• **What you are asked to do**:
What is needed here is a faithful repeat of every entry, with no character changed.

(Saved data entries)
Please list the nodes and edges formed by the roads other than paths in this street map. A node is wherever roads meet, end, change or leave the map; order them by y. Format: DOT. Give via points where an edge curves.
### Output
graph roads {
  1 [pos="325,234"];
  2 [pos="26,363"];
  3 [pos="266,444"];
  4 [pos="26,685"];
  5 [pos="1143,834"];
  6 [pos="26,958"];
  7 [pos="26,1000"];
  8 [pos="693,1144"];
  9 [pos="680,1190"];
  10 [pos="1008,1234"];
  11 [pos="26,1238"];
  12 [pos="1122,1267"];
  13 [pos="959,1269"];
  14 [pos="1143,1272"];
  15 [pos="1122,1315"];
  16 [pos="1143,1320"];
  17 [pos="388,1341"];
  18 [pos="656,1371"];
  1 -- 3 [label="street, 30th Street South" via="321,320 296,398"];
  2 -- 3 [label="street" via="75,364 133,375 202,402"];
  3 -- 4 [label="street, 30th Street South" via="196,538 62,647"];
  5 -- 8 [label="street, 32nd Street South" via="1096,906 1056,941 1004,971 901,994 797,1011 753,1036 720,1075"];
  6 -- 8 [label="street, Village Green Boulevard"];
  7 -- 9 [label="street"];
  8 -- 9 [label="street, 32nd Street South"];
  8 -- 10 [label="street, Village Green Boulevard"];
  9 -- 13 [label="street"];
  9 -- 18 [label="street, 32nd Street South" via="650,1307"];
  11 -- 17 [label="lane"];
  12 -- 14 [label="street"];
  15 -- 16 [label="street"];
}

• **Response to this task**:
Please list the nodes and edges formed by the roads other than paths in this street map. A node is wherever roads meet, end, change or leave the map; order them by y. Format: DOT. Give via points where an edge curves.
### Output
graph roads {
  1 [pos="325,234"];
  2 [pos="26,363"];
  3 [pos="266,444"];
  4 [pos="26,685"];
  5 [pos="1143,834"];
  6 [pos="26,958"];
  7 [pos="26,1000"];
  8 [pos="693,1144"];
  9 [pos="680,1190"];
  10 [pos="1008,1234"];
  11 [pos="26,1238"];
  12 [pos="1122,1267"];
  13 [pos="959,1269"];
  14 [pos="1143,1272"];
  15 [pos="1122,1315"];
  16 [pos="1143,1320"];
  17 [pos="388,1341"];
  18 [pos="656,1371"];
  1 -- 3 [label="street, 30th Street South" via="321,320 296,398"];
  2 -- 3 [label="street" via="75,364 133,375 202,402"];
  3 -- 4 [label="street, 30th Street South" via="196,538 62,647"];
  5 -- 8 [label="street, 32nd Street South" via="1096,906 1056,941 1004,971 901,994 797,1011 753,1036 720,1075"];
  6 -- 8 [label="street, Village Green Boulevard"];
  7 -- 9 [label="street"];
  8 -- 9 [label="street, 32nd Street South"];
  8 -- 10 [label="street, Village Green Boulevard"];
  9 -- 13 [label="street"];
  9 -- 18 [label="street, 32nd Street South" via="650,1307"];
  11 -- 17 [label="lane"];
  12 -- 14 [label="street"];
  15 -- 16 [label="street"];
}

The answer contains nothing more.